* **Saved data entries**:
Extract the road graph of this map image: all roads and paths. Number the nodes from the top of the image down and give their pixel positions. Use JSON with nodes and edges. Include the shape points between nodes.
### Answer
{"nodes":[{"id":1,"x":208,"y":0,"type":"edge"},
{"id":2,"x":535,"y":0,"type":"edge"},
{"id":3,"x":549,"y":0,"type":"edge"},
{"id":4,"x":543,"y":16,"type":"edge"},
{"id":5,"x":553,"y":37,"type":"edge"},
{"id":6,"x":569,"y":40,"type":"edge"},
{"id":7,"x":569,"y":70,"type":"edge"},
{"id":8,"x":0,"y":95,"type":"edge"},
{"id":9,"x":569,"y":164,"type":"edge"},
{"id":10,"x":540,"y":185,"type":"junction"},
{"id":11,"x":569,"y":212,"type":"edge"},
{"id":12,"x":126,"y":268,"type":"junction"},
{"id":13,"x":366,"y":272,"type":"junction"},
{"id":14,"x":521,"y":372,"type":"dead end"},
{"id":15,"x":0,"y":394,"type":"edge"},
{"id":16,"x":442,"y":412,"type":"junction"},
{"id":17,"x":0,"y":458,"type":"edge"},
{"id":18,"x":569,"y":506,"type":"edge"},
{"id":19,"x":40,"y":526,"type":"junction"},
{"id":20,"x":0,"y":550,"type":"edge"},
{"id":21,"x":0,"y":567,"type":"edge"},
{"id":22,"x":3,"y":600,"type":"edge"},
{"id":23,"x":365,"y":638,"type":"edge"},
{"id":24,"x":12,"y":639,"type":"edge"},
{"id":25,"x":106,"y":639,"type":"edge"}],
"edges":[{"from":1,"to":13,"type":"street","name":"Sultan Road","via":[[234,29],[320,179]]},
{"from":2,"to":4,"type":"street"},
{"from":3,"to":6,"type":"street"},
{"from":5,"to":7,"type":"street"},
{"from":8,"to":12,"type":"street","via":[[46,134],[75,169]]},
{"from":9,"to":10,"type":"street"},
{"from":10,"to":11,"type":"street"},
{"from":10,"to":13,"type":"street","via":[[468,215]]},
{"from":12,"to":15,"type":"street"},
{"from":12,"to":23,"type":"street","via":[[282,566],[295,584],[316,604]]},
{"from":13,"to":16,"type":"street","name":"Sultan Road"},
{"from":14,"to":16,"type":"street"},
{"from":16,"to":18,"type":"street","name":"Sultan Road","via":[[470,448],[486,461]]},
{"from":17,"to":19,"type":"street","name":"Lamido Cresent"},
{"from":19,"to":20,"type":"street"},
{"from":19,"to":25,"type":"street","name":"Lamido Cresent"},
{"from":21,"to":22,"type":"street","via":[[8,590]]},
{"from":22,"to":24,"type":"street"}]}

* **Problem statement**:
An exact repeat of all the entries above is required.

* **Answer box**:
Extract the road graph of this map image: all roads and paths. Number the nodes from the top of the image down and give their pixel positions. Use JSON with nodes and edges. Include the shape points between nodes.
### Answer
{"nodes":[{"id":1,"x":208,"y":0,"type":"edge"},
{"id":2,"x":535,"y":0,"type":"edge"},
{"id":3,"x":549,"y":0,"type":"edge"},
{"id":4,"x":543,"y":16,"type":"edge"},
{"id":5,"x":553,"y":37,"type":"edge"},
{"id":6,"x":569,"y":40,"type":"edge"},
{"id":7,"x":569,"y":70,"type":"edge"},
{"id":8,"x":0,"y":95,"type":"edge"},
{"id":9,"x":569,"y":164,"type":"edge"},
{"id":10,"x":540,"y":185,"type":"junction"},
{"id":11,"x":569,"y":212,"type":"edge"},
{"id":12,"x":126,"y":268,"type":"junction"},
{"id":13,"x":366,"y":272,"type":"junction"},
{"id":14,"x":521,"y":372,"type":"dead end"},
{"id":15,"x":0,"y":394,"type":"edge"},
{"id":16,"x":442,"y":412,"type":"junction"},
{"id":17,"x":0,"y":458,"type":"edge"},
{"id":18,"x":569,"y":506,"type":"edge"},
{"id":19,"x":40,"y":526,"type":"junction"},
{"id":20,"x":0,"y":550,"type":"edge"},
{"id":21,"x":0,"y":567,"type":"edge"},
{"id":22,"x":3,"y":600,"type":"edge"},
{"id":23,"x":365,"y":638,"type":"edge"},
{"id":24,"x":12,"y":639,"type":"edge"},
{"id":25,"x":106,"y":639,"type":"edge"}],
"edges":[{"from":1,"to":13,"type":"street","name":"Sultan Road","via":[[234,29],[320,179]]},
{"from":2,"to":4,"type":"street"},
{"from":3,"to":6,"type":"street"},
{"from":5,"to":7,"type":"street"},
{"from":8,"to":12,"type":"street","via":[[46,134],[75,169]]},
{"from":9,"to":10,"type":"street"},
{"from":10,"to":11,"type":"street"},
{"from":10,"to":13,"type":"street","via":[[468,215]]},
{"from":12,"to":15,"type":"street"},
{"from":12,"to":23,"type":"street","via":[[282,566],[295,584],[316,604]]},
{"from":13,"to":16,"type":"street","name":"Sultan Road"},
{"from":14,"to":16,"type":"street"},
{"from":16,"to":18,"type":"street","name":"Sultan Road","via":[[470,448],[486,461]]},
{"from":17,"to":19,"type":"street","name":"Lamido Cresent"},
{"from":19,"to":20,"type":"street"},
{"from":19,"to":25,"type":"street","name":"Lamido Cresent"},
{"from":21,"to":22,"type":"street","via":[[8,590]]},
{"from":22,"to":24,"type":"street"}]}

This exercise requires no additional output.